Thursday, July 22, 2010

Running Kettle jobs from BI Server

  Most power of Pentaho comes from integration. BI Server is an integration point of multitude tools, technologies and projects. This is one of the secrets of Pentaho success. Pentaho provides access to database systems, allows developer to choose between data manipulation languages(SQL, MDX, MQL), allows to perform data analysis using WEKA data mining tool, suggests different ways for incorporating business logic, helps to perform some actions like sending e-mail based on business decisions and presents the results to user in form of charts and reports.
   PDI by itself is also a great consolidating tool. I won't praise it as much as BI server just to save your time, but when consider diversity of data sources and technologies Kettle is even more sociable then BI Server. Just have a look at Kettle plugin list to get it. I believe it can run data to earth from any data source you want.
   And now imagine you tie these great tools together. You obtain fine-grained control over Kettle jobs. You can ask user for parameters before passing them to Kettle job. You can use Kettle job as a smart data source for your reports. Using java quartz lib you can schedule Kettle jobs to run with a second-precision (for comparison linux cron allows only minutes-precision).
   But many people abandon this power and run Kettle as a separate java process. I saw a lot of unanswered question on forums about running Kettle jobs in BI Server. Up to Kettle version 4.0 some bugs was in the way of using BI Server - PDI couple tied together in enterprise environment. An example is a call of System.gc() in every Kettle job.
   Below are some advices for those bold spirits who decide to integrate these tools.
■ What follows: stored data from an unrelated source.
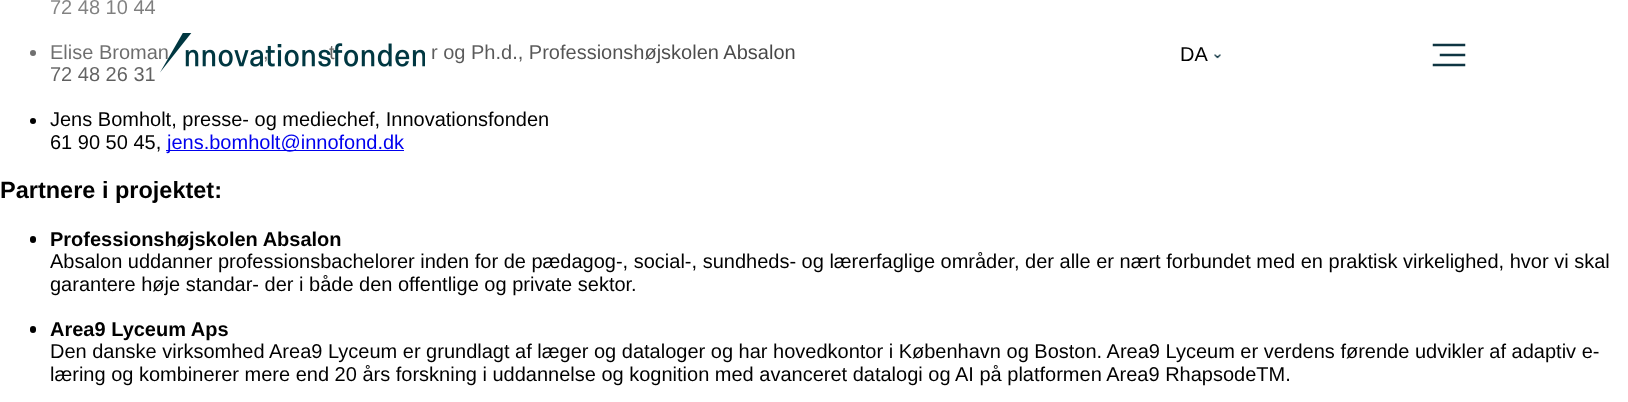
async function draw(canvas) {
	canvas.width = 1628;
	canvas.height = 402;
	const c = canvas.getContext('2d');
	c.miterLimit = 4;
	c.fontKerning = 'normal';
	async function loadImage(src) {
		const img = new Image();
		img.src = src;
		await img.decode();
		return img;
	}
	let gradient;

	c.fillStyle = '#fff';
	c.fillRect(0, 0, 1628, 402);
	c.font = '20px Liberation Sans';
	c.fillStyle = '#000';
	c.fillText('72 48 10 44', 50, 14);
	c.beginPath();
	c.arc(33, 53, 3, 0, 2 * Math.PI);
	c.fill();
	for (const [text, x, y] of [
		['Elise Broman', 50, 59],
		['t', 329, 59],
		['r og Ph.d., Professionshøjskolen Absalon', 431, 59],
		[',', 263, 59],
		['72 48 26 31', 50, 81],
	]) {
		c.fillText(text, x, y);
	}
	c.beginPath();
	c.arc(33, 121, 3, 0, 2 * Math.PI);
	c.fill();
	c.fillText('Jens Bomholt, presse- og mediechef, Innovationsfonden', 50, 126);
	c.fillText('61 90 50 45,', 50, 149);
	c.fillStyle = '#00e';
	c.fillRect(166, 150, 238, 1);
	c.fillText('jens.bomholt@innofond.dk', 167, 149);
	c.font = 'bold 23.5px Liberation Sans';
	c.fillStyle = '#000';
	c.fillText('Partnere i projektet:', 0, 198);
	c.beginPath();
	c.roundRect(30, 236, 6, 7, 3);
	c.fill();
	c.font = 'bold 20px Liberation Sans';
	c.fillText('Professionshøjskolen Absalon', 50, 246);
	c.font = '20px Liberation Sans';
	c.fillText('Absalon uddanner professionsbachelorer inden for de pædagog-, social-, sundheds- og lærerfaglige områder, der alle er nært forbundet med en praktisk virkelighed, hvor vi skal', 50, 268);
	c.fillText('garantere høje standar- der i både den offentlige og private sektor.', 50, 291);
	c.beginPath();
	c.roundRect(30, 326, 6, 7, 3);
	c.fill();
	c.font = 'bold 20px Liberation Sans';
	c.fillText('Area9 Lyceum Aps', 50, 336);
	c.font = '20px Liberation Sans';
	c.fillText('Den danske virksomhed Area9 Lyceum er grundlagt af læger og dataloger og har hovedkontor i København og Boston. Area9 Lyceum er verdens førende udvikler af adaptiv e-', 50, 358);
	c.fillText('læring og kombinerer mere end 20 års forskning i uddannelse og kognition med avanceret datalogi og AI på platformen Area9 RhapsodeTM.', 50, 381);
	gradient = c.createRadialGradient(-44, -19.25, 0, -44, -19.25, 1767);
	gradient.addColorStop(0, '#ffffff8f');
	gradient.addColorStop(1, '#ffffff00');
	c.fillStyle = gradient;
	c.beginPath();
	c.rect(30, 0, 765, 82);
	c.save();
	c.clip();
	c.scale(1, 257 / 1767);
	c.fillRect(0, 0, 1628, 2764);
	c.restore();
	c.drawImage(await loadImage('img1.png'), 160, 33, 265, 40);
	c.fillStyle = '#000';
	c.fillText('DA', 1180, 61);
	c.drawImage(await loadImage('img2.png'), 1214, 54, 7, 5);
	c.beginPath();
	c.moveTo(1434, 65);
	c.lineTo(1464, 65);
	c.moveTo(1441, 55);
	c.lineTo(1464, 55);
	c.moveTo(1434, 45);
	c.lineTo(1464, 45);
	c.strokeStyle = '#0f3542';
	c.lineWidth = 2.5;
	c.lineCap = 'square';
	c.lineJoin = 'round';
	c.stroke();
}

draw(document.querySelector('canvas'));
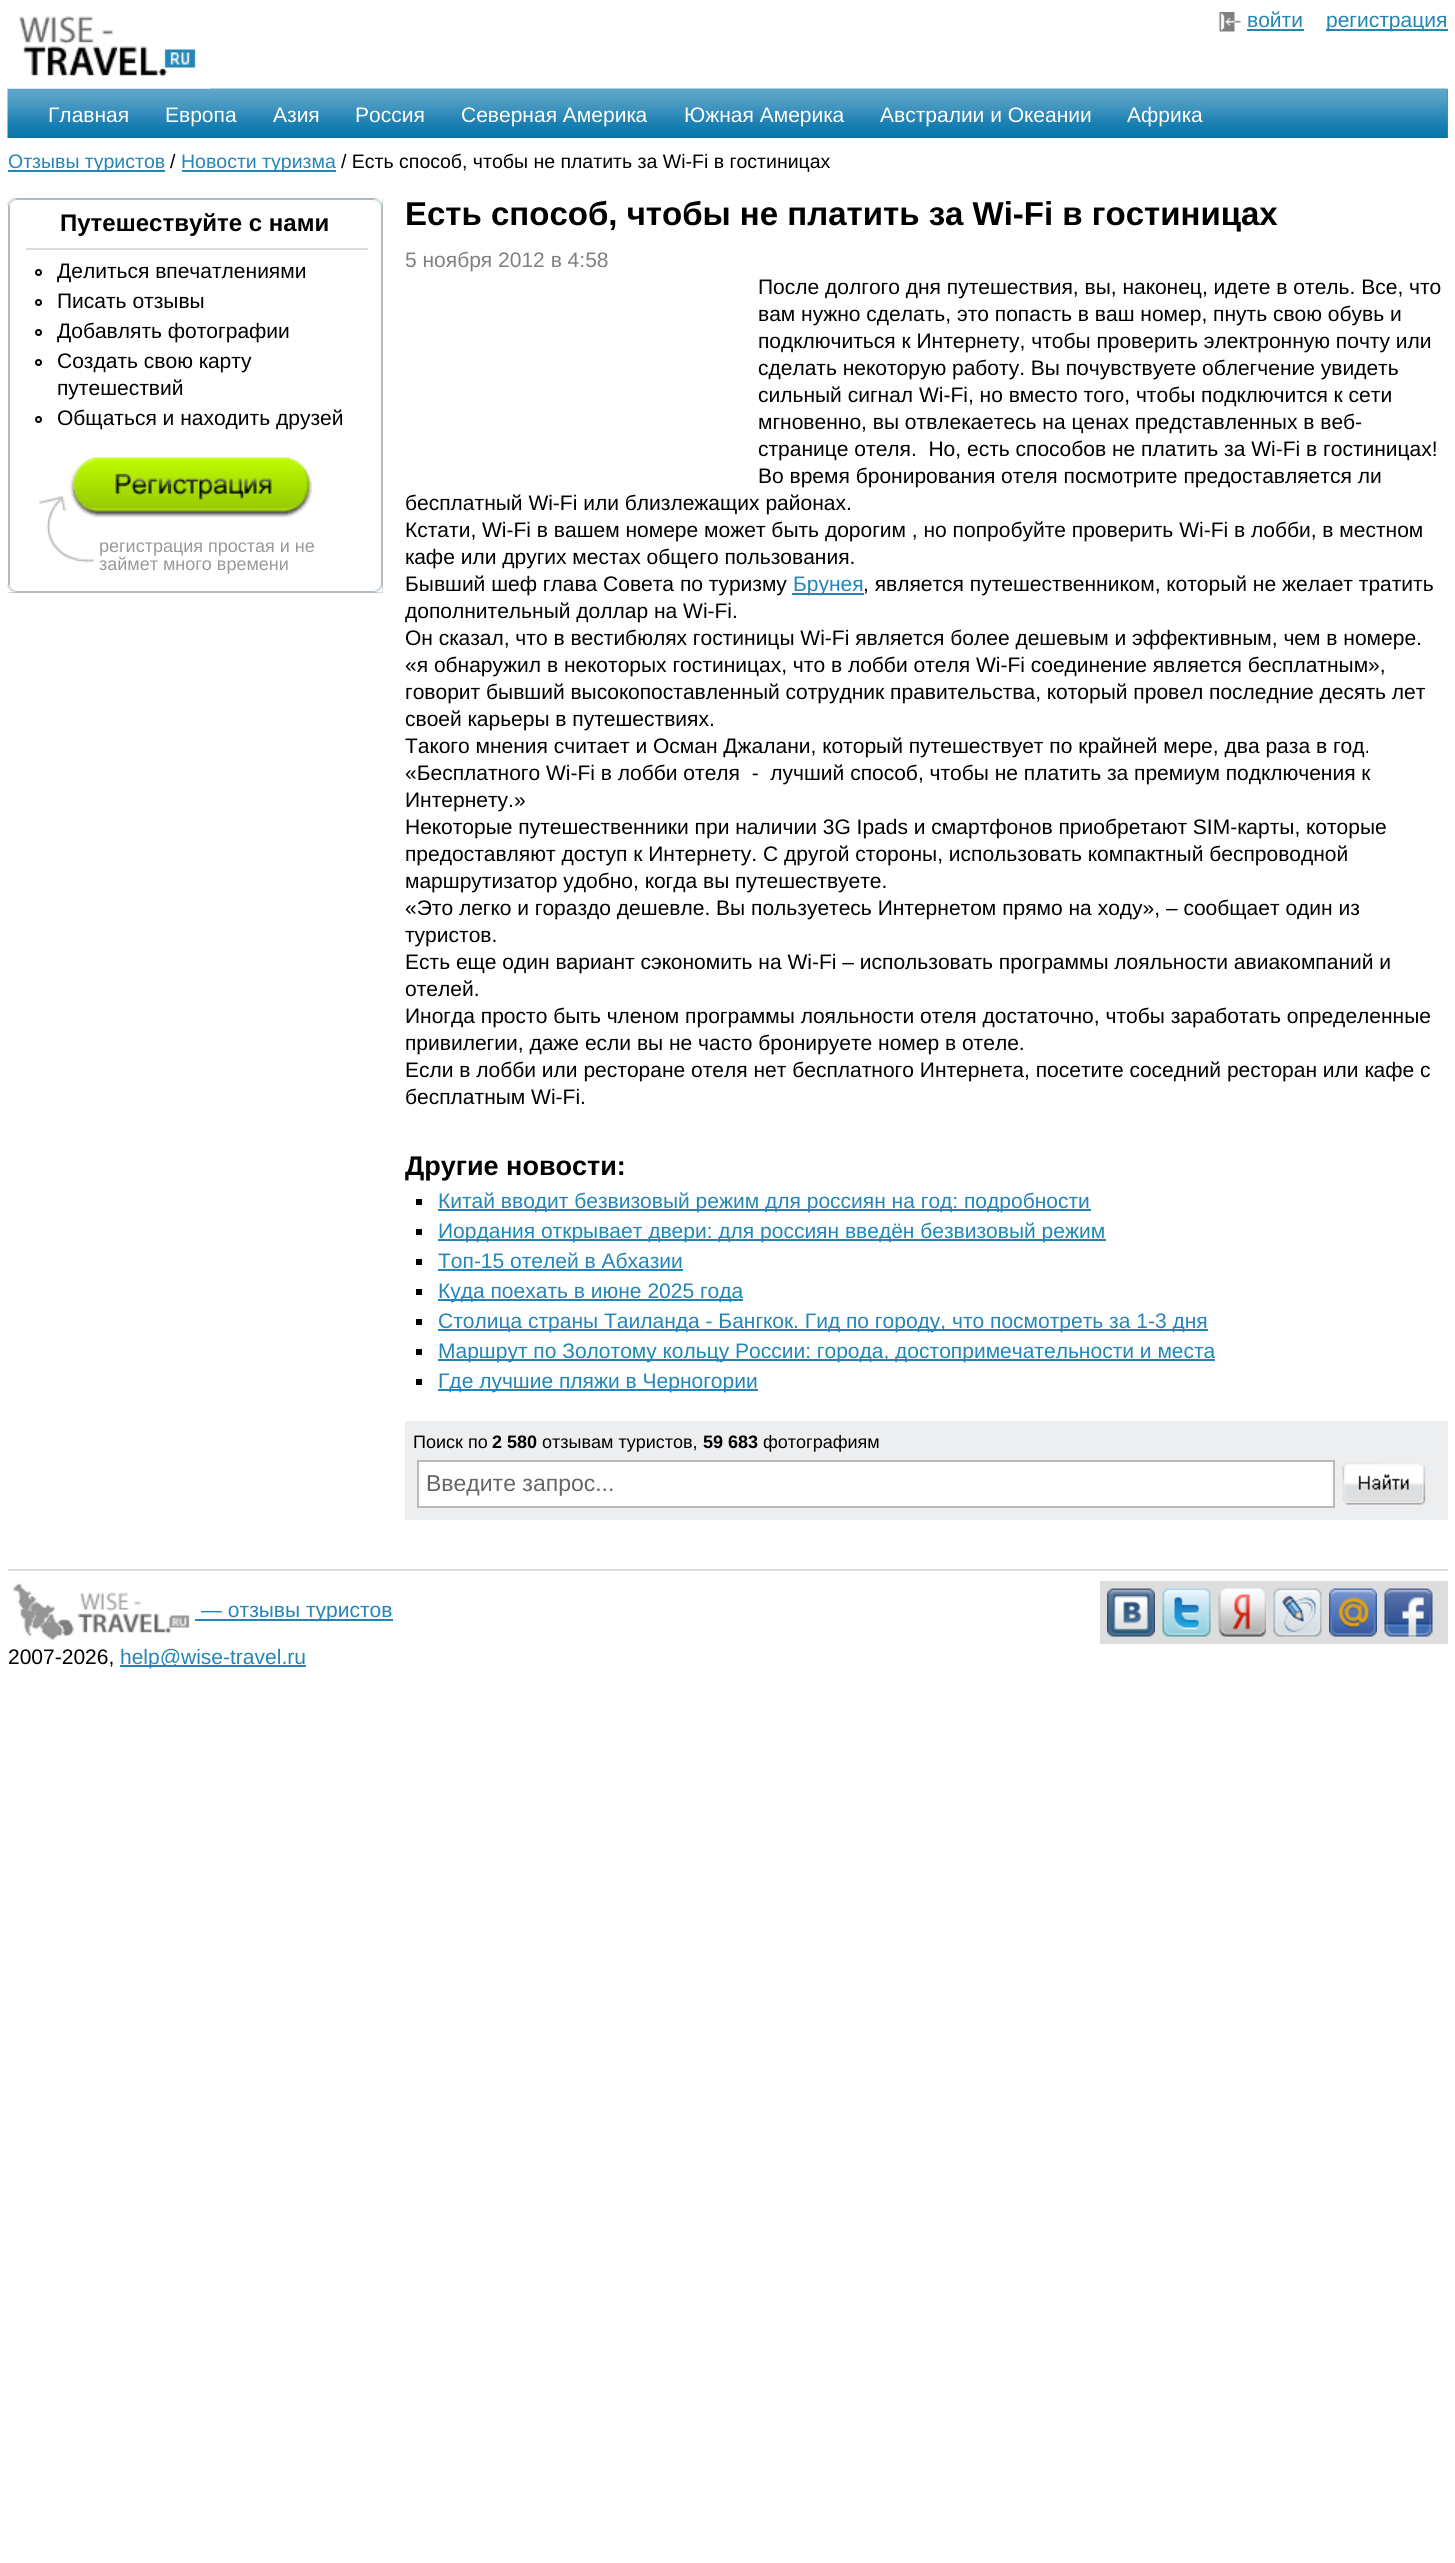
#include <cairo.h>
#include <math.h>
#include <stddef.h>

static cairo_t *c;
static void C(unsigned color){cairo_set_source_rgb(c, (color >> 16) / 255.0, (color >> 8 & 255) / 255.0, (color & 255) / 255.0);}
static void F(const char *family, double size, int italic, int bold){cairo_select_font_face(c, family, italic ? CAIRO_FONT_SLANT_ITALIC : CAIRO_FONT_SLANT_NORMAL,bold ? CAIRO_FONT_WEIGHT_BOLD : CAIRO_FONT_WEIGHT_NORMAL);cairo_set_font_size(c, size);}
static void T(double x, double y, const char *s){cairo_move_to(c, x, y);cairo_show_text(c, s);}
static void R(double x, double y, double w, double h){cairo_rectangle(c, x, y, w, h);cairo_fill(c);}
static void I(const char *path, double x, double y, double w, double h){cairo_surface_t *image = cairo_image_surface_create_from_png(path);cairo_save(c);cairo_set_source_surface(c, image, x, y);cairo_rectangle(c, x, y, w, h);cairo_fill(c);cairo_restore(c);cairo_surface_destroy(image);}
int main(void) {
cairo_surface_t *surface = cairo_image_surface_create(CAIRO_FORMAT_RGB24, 1455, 2563);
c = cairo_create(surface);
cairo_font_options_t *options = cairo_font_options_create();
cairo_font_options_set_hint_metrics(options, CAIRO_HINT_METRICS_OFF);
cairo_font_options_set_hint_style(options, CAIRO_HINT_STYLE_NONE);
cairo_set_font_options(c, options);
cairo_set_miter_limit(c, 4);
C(0xffffff);
cairo_paint(c);
C(0x3a91bd);
R(1447,89,1,49);
I("3.png",7,88,1441,50);
I("1.png",7,16,203,73);
I("2.png",1219,12,22,20);
F("Liberation Sans",21,0,0);
C(0x2485b6);
T(1247,27,"войти");
R(1247,29,57,2);
R(1326,29,122,2);
T(1326,27,"регистрация");
C(0xffffff);
T(48,122,"Главная");
T(165,122,"Европа");
T(273,122,"Азия");
T(355,122,"Россия");
T(461,122,"Северная Америка");
T(684,122,"Южная Америка");
T(880,122,"Австралии и Океании");
T(1127,122,"Африка");
C(0x2485b6);
R(8,170,157,2);
F("Liberation Sans",19.5,0,0);
T(8,168,"Отзывы туристов");
C(0x000000);
T(170,168,"/");
C(0x2485b6);
R(182,170,154,2);
T(181,168,"Новости туризма");
C(0x000000);
T(341,168,"/ Есть способ, чтобы не платить за Wi-Fi в гостиницах");
cairo_rectangle(c,9,199,373,393);
C(0xb0bcc2);
cairo_stroke(c);
I("4.png",7,198,10,8);
I("5.png",373,198,10,8);
F("Liberation Sans",24,0,1);
C(0x000000);
T(60,231,"Путешествуйте с нами");
C(0xdddddd);
R(26,248,342,2);
cairo_new_path(c);
cairo_arc(c,38.5,272.5,2.5,0,2 * M_PI);
C(0x000000);
cairo_stroke(c);
F("Liberation Sans",21,0,0);
T(57,278,"Делиться впечатлениями");
cairo_new_path(c);
cairo_arc(c,38.5,302.5,2.5,0,2 * M_PI);
cairo_stroke(c);
T(57,308,"Писать отзывы");
cairo_new_path(c);
cairo_arc(c,38.5,332.5,2.5,0,2 * M_PI);
cairo_stroke(c);
T(57,338,"Добавлять фотографии");
cairo_new_path(c);
cairo_arc(c,38.5,362.5,2.5,0,2 * M_PI);
cairo_stroke(c);
T(57,368,"Создать свою карту");
T(57,395,"путешествий");
cairo_new_path(c);
cairo_arc(c,38.5,419.5,2.5,0,2 * M_PI);
cairo_stroke(c);
T(57,425,"Общаться и находить друзей");
I("6.png",39,496,56,67);
I("7.png",70,457,242,61);
F("Liberation Sans",18,0,0);
C(0x999999);
T(99,552,"регистрация простая и не");
T(99,570,"займет много времени");
I("8.png",7,585,10,8);
I("9.png",373,585,10,8);
F("Liberation Sans",33,0,1);
C(0x000000);
T(405,225,"Есть способ, чтобы не платить за Wi-Fi в гостиницах");
F("Liberation Sans",21,0,0);
C(0x808080);
T(405,267,"5 ноября 2012 в 4:58");
C(0x000000);
T(758,294,"После долгого дня путешествия, вы, наконец, идете в отель. Все, что");
T(758,321,"вам нужно сделать, это попасть в ваш номер, пнуть свою обувь и");
T(758,348,"подключиться к Интернету, чтобы проверить электронную почту или");
T(758,375,"сделать некоторую работу. Вы почувствуете облегчение увидеть");
T(758,402,"сильный сигнал Wi-Fi, но вместо того, чтобы подключится к сети");
T(758,429,"мгновенно, вы отвлекаетесь на ценах представленных в веб-");
T(758,456,"странице отеля.  Но, есть способов не платить за Wi-Fi в гостиницах!");
T(758,483,"Во время бронирования отеля посмотрите предоставляется ли");
T(405,510,"бесплатный Wi-Fi или близлежащих районах.");
T(405,537,"Кстати, Wi-Fi в вашем номере может быть дорогим , но попробуйте проверить Wi-Fi в лобби, в местном");
T(405,564,"кафе или других местах общего пользования.");
T(405,591,"Бывший шеф глава Совета по туризму");
C(0x2485b6);
R(792,593,72,2);
T(793,591,"Брунея");
C(0x000000);
T(863,591,", является путешественником, который не желает тратить");
T(405,618,"дополнительный доллар на Wi-Fi.");
T(405,645,"Он сказал, что в вестибюлях гостиницы Wi-Fi является более дешевым и эффективным, чем в номере.");
T(405,672,"«я обнаружил в некоторых гостиницах, что в лобби отеля Wi-Fi соединение является бесплатным»,");
T(405,699,"говорит бывший высокопоставленный сотрудник правительства, который провел последние десять лет");
T(405,726,"своей карьеры в путешествиях.");
T(405,753,"Такого мнения считает и Осман Джалани, который путешествует по крайней мере, два раза в год.");
T(405,780,"«Бесплатного Wi-Fi в лобби отеля  -  лучший способ, чтобы не платить за премиум подключения к");
T(405,807,"Интернету.»");
T(405,834,"Некоторые путешественники при наличии 3G Ipads и смартфонов приобретают SIM-карты, которые");
T(405,861,"предоставляют доступ к Интернету. С другой стороны, использовать компактный беспроводной");
T(405,888,"маршрутизатор удобно, когда вы путешествуете.");
T(405,915,"«Это легко и гораздо дешевле. Вы пользуетесь Интернетом прямо на ходу», – сообщает один из");
T(405,942,"туристов.");
T(405,969,"Есть еще один вариант сэкономить на Wi-Fi – использовать программы лояльности авиакомпаний и");
T(405,996,"отелей.");
T(405,1023,"Иногда просто быть членом программы лояльности отеля достаточно, чтобы заработать определенные");
T(405,1050,"привилегии, даже если вы не часто бронируете номер в отеле.");
T(405,1077,"Если в лобби или ресторане отеля нет бесплатного Интернета, посетите соседний ресторан или кафе с");
T(405,1104,"бесплатным Wi-Fi.");
F("Liberation Sans",27,0,1);
T(405,1175,"Другие новости:");
R(416,1199,6,6);
C(0x2485b6);
R(438,1209,653,2);
F("Liberation Sans",21,0,0);
T(438,1208,"Китай вводит безвизовый режим для россиян на год: подробности");
C(0x000000);
R(416,1229,6,6);
C(0x2485b6);
R(438,1239,668,2);
T(438,1238,"Иордания открывает двери: для россиян введён безвизовый режим");
C(0x000000);
R(416,1259,6,6);
C(0x2485b6);
T(438,1268,"Топ-15 отелей в Абхазии");
R(438,1269,245,2);
C(0x000000);
R(416,1289,6,6);
C(0x2485b6);
R(438,1299,305,2);
T(438,1298,"Куда поехать в июне 2025 года");
C(0x000000);
R(416,1319,6,6);
C(0x2485b6);
R(438,1329,770,2);
T(438,1328,"Столица страны Таиланда - Бангкок. Гид по городу, что посмотреть за 1-3 дня");
C(0x000000);
R(416,1349,6,6);
C(0x2485b6);
R(438,1359,777,2);
T(438,1358,"Маршрут по Золотому кольцу России: города, достопримечательности и места");
C(0x000000);
R(416,1379,6,6);
C(0x2485b6);
R(438,1389,320,2);
T(438,1388,"Где лучшие пляжи в Черногории");
C(0xedeef0);
R(405,1421,1043,99);
F("Liberation Sans",18,0,0);
C(0x000000);
T(413,1448,"Поиск по");
F("Liberation Sans",18,0,1);
T(492,1448,"2 580");
F("Liberation Sans",18,0,0);
T(542,1448,"отзывам туристов,");
F("Liberation Sans",18,0,1);
T(703,1448,"59 683");
F("Liberation Sans",18,0,0);
T(763,1448,"фотографиям");
C(0xffffff);
cairo_rectangle(c,418,1461,916,46);
cairo_fill_preserve(c);
C(0xbbbbbb);
cairo_stroke(c);
F("Liberation Sans",23,0,0);
C(0x666666);
T(426,1491,"Введите запрос...");
I("10.png",1342,1462,84,43);
C(0xdddddd);
R(8,1569,1440,2);
I("11.png",13,1583,177,57);
C(0x2485b6);
R(195,1619,198,2);
F("Liberation Sans",21,0,0);
T(201,1617,"— отзывы туристов");
C(0xdddddd);
R(1100,1581,348,63);
I("12.png",1107,1588,48,49);
I("13.png",1162,1588,49,49);
I("14.png",1218,1588,48,49);
I("15.png",1273,1588,49,49);
I("16.png",1329,1588,48,49);
I("17.png",1384,1588,49,49);
C(0x000000);
T(8,1664,"2007-2026,");
C(0x2485b6);
R(120,1665,186,2);
T(120,1664,"help@wise-travel.ru");
cairo_surface_write_to_png(surface, "o.png");
cairo_font_options_destroy(options);
cairo_destroy(c);
cairo_surface_destroy(surface);
return 0;
}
  Setting up Kettle repository
   At first you need to show BI server where Kettle repository is. The easiest way to do it is to configure repository settings with Spoon tool. After that open User Home folder on you machine and find .kettle folder. You need to place .kettle to User Home folder of the machine where BI Server is running.
   Then open file pentaho-solutions\system\kettle\settings.xml. Use following settings to connect to DB-based kettle repository:
  1. <repository.type>rdbms</repository.type>
  2. <repository.name>kettle_repo</repository.name>
  3. <repository.userid>admin</repository.userid>
  4. <repository.password>admin</repository.password>
   admin/admin are default user name/password.

  That's it.

  Custom plugins.
   If you have custom kettle plugins you need to put it in one of following places: <PATH>/plugins, <User Home>/.kettle/plugins, <pentaho-solutions>/system/kettle/plugins.

  Running jobs
   And now to run Kettle job just add an action like that to your action sequence:
    <action-definition>
      <component-name>KettleComponent</component-name>
      <action-type>Pentaho Data Integration Job</action-type>
      <action-inputs>
        <kettle-logging-level type="string"/>
      </action-inputs>
      <action-resources/>
      <component-definition>
        <directory><![CDATA[job-dir]]></directory> 
        <job><![CDATA[job-name]]></job>
      </component-definition>
    </action-definition>
   For start use 'detail' value for kettle-logging-level. It writes enough logs but don't floods log files.

10 comments:

  1. Hi Vasili,



    I tried the way u mentioned here,i did changes to setting.xml file ,i got an issue saying repository not found.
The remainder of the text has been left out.